Daycare isn't neglect. As someone who has been a provider. I hated sending my kids to daycare over last Christmas, but I did. Including dd3, who was then 9 months. I HAD to get a part-time job, and even though friends and family kept them a lot, there were a few times we had to send them to daycare (and were able to do so for free since my mom works in the 5 year old room there). I could have not neglected the kids and stayed home with them 100% of the time, but I don't think my mortgage company would've taken my happy, healthy kids as payment on the house. And that would've kind of negated the point of me working to help provide a roof over their heads, now wouldn't it have?

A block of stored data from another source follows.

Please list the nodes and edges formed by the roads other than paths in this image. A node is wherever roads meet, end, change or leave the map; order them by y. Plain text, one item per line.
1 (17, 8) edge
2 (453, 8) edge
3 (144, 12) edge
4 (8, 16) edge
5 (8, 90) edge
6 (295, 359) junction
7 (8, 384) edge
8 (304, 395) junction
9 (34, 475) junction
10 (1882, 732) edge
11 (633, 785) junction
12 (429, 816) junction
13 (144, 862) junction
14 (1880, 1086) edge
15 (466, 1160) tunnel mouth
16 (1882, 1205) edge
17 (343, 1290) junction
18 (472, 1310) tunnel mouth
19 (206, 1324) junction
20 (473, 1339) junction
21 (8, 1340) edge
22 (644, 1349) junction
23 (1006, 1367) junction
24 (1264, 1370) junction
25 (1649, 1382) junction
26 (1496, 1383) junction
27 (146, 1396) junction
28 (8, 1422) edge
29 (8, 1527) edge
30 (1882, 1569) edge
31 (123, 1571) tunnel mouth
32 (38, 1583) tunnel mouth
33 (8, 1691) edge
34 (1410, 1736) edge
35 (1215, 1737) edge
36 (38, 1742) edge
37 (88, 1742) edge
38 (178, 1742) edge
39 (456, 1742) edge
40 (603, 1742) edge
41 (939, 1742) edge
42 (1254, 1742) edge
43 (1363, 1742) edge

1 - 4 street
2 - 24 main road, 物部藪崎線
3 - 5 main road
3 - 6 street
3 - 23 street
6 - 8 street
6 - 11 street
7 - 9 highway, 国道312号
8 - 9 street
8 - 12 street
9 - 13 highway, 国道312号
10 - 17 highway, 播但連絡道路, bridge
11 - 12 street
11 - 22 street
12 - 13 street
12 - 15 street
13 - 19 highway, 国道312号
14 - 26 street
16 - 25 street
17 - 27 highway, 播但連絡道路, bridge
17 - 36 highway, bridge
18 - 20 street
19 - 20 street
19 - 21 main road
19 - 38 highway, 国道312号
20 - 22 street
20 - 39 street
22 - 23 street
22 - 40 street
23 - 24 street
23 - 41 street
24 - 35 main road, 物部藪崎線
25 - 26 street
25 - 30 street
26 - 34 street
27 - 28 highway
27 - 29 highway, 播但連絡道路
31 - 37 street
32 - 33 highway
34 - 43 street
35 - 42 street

I'm not a CIO advocate or fan, but I have had two dd's now that I HAD to let cry for a few minutes. They neither one were babies who nursed to sleep (this was at the 9+ month stage, where they like to assert their independence), and if they were overly tired they would cry for around five minutes before falling asleep. If I tried to lay with them during this time, especially if I tried laying with them in fact, it made things a LOT worse. They'd push me away, flail about in the bed screaming, etc. If I walked out, as much as it did kill me to do so, they were generally quiet and asleep by the time I walked down our tiny little hallway.
And comfort is subjective. It's impossible to know what a woman, or a man for that matter, is or isn't doing for their children regardless of what their choices outwardly appear to be. As someone who breastfed this last time through 4 months of milk blebs (which had me weekly digging dried milk out of my nipple with a needle until I was bleeding and pumping pink milk), food intolerances (couldn't use garlic to get rid of my sinus infections all winter and had to deal through them), multiple rounds of mastitis, and ongoing low supply issues because of everything else combined, I'd say I was past my comfort level. My other two nursed until they were 3. DD3 is weaning at 15 months. The breastfeeding journey I've been on with her has taught me more than the six years of nursing I had before her ever did. I will NEVER judge a woman who has tried and been unsuccessful at breastfeeding. I don't know her story. Maybe she is nursing, and the bottle is of pumped milk because she has to use an SNS with donor milk due to low supply and she isn't comfortable using it in public. Maybe she is on a medication that truly is incompatible with nursing (and I know very few are, but some of them are). Maybe she had to be separated from her baby due to a medical emergency after the birth and didn't get to get a good start at nursing. Maybe she was sexually abused and finds that as non-sexual as nursing is, it still brings on a trigger for her and she's unable to do so. Other situations (using disposable diapers, putting a baby in a crib and walking away when you're at the end of your rope, not babywearing, being a working mom, etc) are just as multi-faceted. Unless we've been privy to a mom's personal journey, judgement is completely inappropriate.